# [Exercise instructions]
Set down the full listing below word for word; pictures stay out of the copy.

[Start of Attachment]

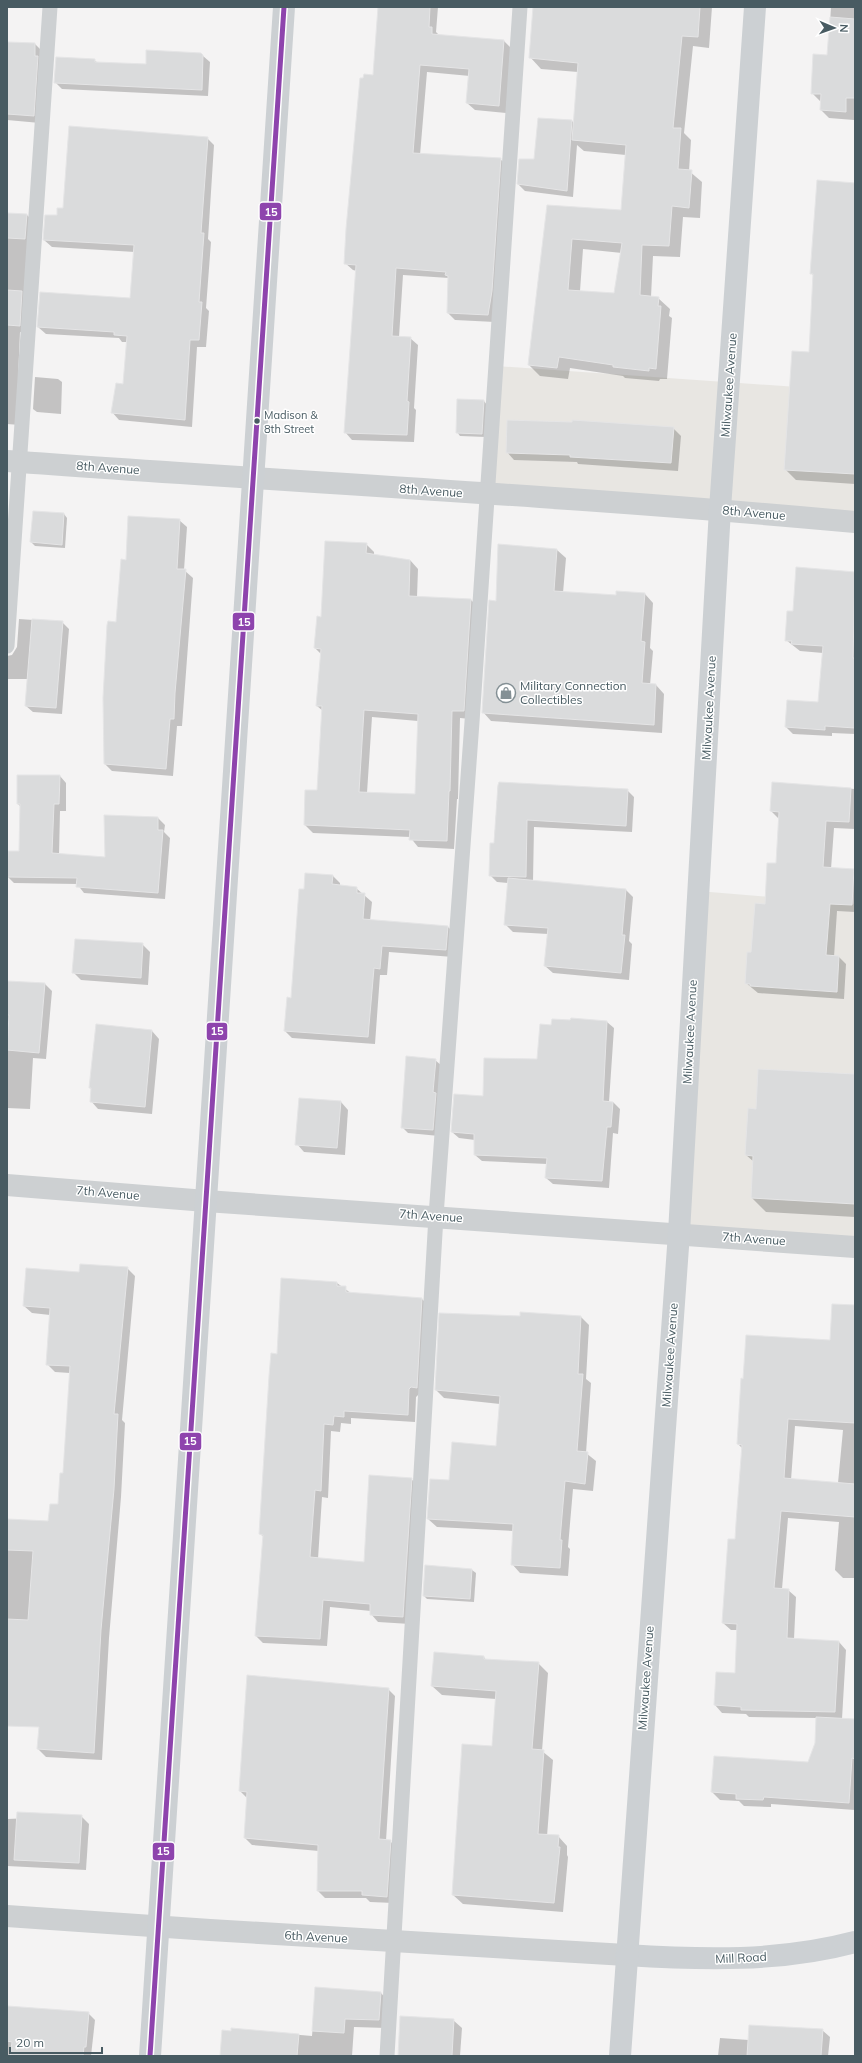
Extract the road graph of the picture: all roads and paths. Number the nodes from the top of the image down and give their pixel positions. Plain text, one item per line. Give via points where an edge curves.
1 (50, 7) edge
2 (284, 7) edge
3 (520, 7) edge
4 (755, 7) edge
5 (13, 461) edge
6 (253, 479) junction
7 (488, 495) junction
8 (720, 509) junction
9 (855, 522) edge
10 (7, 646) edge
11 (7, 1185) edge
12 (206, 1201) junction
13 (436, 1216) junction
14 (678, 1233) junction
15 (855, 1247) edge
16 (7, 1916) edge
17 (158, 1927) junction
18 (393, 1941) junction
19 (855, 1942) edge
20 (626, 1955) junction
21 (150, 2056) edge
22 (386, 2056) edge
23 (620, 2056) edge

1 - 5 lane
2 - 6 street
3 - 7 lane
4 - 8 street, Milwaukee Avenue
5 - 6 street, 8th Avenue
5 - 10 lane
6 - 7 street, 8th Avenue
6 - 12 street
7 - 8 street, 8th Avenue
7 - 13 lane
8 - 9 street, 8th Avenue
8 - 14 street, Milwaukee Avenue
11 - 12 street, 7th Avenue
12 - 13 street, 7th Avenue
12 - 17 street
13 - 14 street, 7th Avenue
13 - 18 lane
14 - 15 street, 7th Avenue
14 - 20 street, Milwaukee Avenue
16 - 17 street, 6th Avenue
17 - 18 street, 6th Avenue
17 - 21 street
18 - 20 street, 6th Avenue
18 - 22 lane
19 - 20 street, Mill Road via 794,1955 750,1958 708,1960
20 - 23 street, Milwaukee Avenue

[End of Attachment]

# [Answer space]
Extract the road graph of the picture: all roads and paths. Number the nodes from the top of the image down and give their pixel positions. Plain text, one item per line. Give via points where an edge curves.
1 (50, 7) edge
2 (284, 7) edge
3 (520, 7) edge
4 (755, 7) edge
5 (13, 461) edge
6 (253, 479) junction
7 (488, 495) junction
8 (720, 509) junction
9 (855, 522) edge
10 (7, 646) edge
11 (7, 1185) edge
12 (206, 1201) junction
13 (436, 1216) junction
14 (678, 1233) junction
15 (855, 1247) edge
16 (7, 1916) edge
17 (158, 1927) junction
18 (393, 1941) junction
19 (855, 1942) edge
20 (626, 1955) junction
21 (150, 2056) edge
22 (386, 2056) edge
23 (620, 2056) edge

1 - 5 lane
2 - 6 street
3 - 7 lane
4 - 8 street, Milwaukee Avenue
5 - 6 street, 8th Avenue
5 - 10 lane
6 - 7 street, 8th Avenue
6 - 12 street
7 - 8 street, 8th Avenue
7 - 13 lane
8 - 9 street, 8th Avenue
8 - 14 street, Milwaukee Avenue
11 - 12 street, 7th Avenue
12 - 13 street, 7th Avenue
12 - 17 street
13 - 14 street, 7th Avenue
13 - 18 lane
14 - 15 street, 7th Avenue
14 - 20 street, Milwaukee Avenue
16 - 17 street, 6th Avenue
17 - 18 street, 6th Avenue
17 - 21 street
18 - 20 street, 6th Avenue
18 - 22 lane
19 - 20 street, Mill Road via 794,1955 750,1958 708,1960
20 - 23 street, Milwaukee Avenue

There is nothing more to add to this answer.